E’ facile essere comunisti quando si è ricchi. Più che una massima, le parole di mia madre nei riguardi del John Lennon post-Beatles erano di puro insulto. Nè era una sentenza gratuita, nè una frase dettata dall’odio. Avevo dodici anni e le differenze tra varie ideologie politiche erano inesistenti allora nella mia mente. Non capendo dunque il significato di quelle parole, mi misi a ridere, un riso di quelli idioti, capace di presentarsi anche all’annuncio di un lutto in famiglia o di una catastrofe di massa. Col tempo cambiò tutto, il tempo cambiò tutto, dalle consapevolezze alle esperienze, e gli eventi si avvicinavano alla mia anima alla velocità della luce. Credo che a quattordici anni fui il primo nella mia classe a leggere il Manifesto di Marx ed Engels, trovando in quella concezione della storia la risposta a tutte le mie domande. 

Lotta di classe. Risuonava nella mente di un ragazzo ancora pieno di brufoli (ci sono tuttora) come un’ancora di salvataggio per il mondo intero, arrivando a definire il tanto amato filosofo-economista di Treviri come il secondo Cristo. Il tempo stesso e le persone incontrate dalla sera in cui comprai il libro in poi mi fecero capire il significato delle parole di mia madre, e il loro significato divenne sempre più pesante nella mia mente, sempre più distruttivo, tanto da considerare da quel momento in avanti il motto che sempre aveva spinto la mia anima a misera eresia politica. Nella mia famiglia si sapevano bene le cause e gli effetti del marxismo, vissuti sulla pelle di ognuno, e le delusioni vennero ancor prima del mio ritrovato senso patriottico-proletario dettato da tanta mera noia borghese. La televisione e il liceo dettarono la sentenza definitiva al mio rifiuto totale verso ogni ideologia politica: chi si definiva comunista senza sapere neanche le basi del comunismo, senza conoscere Lenin Marx Engels e Trotsky, considerando la maglietta del Che come divulgatrice magica del Verbo Rosso, e professare di esserlo in maniera vanitosa dall’interno della nuova macchina comprata dal babbo tanto da istigare alla violenza; chi si definiva fascista, esaltando la storia del regime come un secondo Impero Romano, esaltando persone del calibro del Palazzinaro di Milano, limitandosi a vedere solo qualche filmato documentario dell’istituto Luce proposto in televisione con un’arroganza pari a quella della Marcia su Roma, esaltando tanto la figura di Mussolini senza sapere neanche chi fosse il vero ideologo della filosofia (se la si può chiamare così): Gentile, definendosi fascisti per il gusto di farlo, nella stessa maniera di chi si professava comunista. In televisione c’è di peggio, e non descrivo per evitare conati di vomito. Le ultime elezioni sono state le prime a cui ho partecipato, e credo che saranno le ultime. Mia madre, forse investita da stanchezza e da ulteriori delusioni, mi consigliò di andare almeno un’altra volta.
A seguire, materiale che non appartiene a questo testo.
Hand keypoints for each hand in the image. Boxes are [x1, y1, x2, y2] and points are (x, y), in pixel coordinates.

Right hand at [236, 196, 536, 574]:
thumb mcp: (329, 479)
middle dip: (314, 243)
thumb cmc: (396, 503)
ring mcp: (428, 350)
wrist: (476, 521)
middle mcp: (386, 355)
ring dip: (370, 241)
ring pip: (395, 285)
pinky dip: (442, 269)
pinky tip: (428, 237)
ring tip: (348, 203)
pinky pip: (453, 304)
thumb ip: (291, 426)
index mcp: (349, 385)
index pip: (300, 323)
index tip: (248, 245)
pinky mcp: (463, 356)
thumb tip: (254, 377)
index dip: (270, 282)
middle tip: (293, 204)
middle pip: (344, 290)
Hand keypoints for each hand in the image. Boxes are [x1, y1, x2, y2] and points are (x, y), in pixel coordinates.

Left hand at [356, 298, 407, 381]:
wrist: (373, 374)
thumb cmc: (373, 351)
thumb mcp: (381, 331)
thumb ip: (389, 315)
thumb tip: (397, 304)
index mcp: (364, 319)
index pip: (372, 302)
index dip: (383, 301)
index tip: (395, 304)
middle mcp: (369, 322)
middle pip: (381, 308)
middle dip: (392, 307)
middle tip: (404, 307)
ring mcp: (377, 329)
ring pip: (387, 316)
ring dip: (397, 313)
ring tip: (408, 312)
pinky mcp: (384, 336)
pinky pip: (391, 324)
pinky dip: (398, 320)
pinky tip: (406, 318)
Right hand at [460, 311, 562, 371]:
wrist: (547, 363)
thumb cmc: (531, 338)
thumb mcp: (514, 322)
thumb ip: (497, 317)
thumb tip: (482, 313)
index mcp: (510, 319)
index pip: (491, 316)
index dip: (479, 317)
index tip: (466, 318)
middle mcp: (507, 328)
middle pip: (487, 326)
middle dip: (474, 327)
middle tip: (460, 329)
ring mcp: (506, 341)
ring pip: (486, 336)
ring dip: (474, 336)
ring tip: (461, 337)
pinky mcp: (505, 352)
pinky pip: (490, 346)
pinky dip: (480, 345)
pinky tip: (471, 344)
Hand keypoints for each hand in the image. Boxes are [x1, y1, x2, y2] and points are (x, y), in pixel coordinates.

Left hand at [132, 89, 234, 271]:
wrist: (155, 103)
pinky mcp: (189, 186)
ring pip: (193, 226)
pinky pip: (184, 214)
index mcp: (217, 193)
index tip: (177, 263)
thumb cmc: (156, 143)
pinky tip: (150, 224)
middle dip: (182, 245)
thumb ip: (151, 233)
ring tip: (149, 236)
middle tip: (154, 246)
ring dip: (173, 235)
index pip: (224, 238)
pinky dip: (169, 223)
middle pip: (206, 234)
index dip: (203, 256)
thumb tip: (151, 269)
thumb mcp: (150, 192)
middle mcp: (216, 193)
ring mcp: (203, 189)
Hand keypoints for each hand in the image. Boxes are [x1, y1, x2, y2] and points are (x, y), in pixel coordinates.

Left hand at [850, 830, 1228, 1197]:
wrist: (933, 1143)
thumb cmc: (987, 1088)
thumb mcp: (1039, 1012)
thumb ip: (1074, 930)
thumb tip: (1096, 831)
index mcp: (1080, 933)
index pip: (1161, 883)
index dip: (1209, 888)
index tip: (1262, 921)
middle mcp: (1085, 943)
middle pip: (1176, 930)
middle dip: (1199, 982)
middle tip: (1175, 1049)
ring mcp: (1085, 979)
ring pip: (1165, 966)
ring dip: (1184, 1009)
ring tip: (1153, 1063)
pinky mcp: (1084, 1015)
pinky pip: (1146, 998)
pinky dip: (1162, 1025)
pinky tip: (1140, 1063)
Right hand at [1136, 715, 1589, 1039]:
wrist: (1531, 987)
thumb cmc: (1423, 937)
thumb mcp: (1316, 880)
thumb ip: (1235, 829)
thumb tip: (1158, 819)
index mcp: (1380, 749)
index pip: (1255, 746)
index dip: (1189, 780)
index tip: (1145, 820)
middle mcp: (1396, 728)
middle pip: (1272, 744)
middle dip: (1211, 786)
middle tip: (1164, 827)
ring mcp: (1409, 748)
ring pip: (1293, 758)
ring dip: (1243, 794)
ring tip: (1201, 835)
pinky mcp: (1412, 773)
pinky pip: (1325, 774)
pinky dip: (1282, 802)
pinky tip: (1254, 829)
Potrebbe provocarti dei problemi in futuro questa tua scelta. Problemi ne ho così tanti che preoccuparmi di mettere una croce su dei cerchietti disegnati e colorati, ideati da maestri del design pagati con i nostri soldi, alimenterebbe più il mio senso proletario assopito da circa due anni per esprimersi nel peggiore dei modi che la speranza di trovare dell’oro sotto la spazzatura italiana.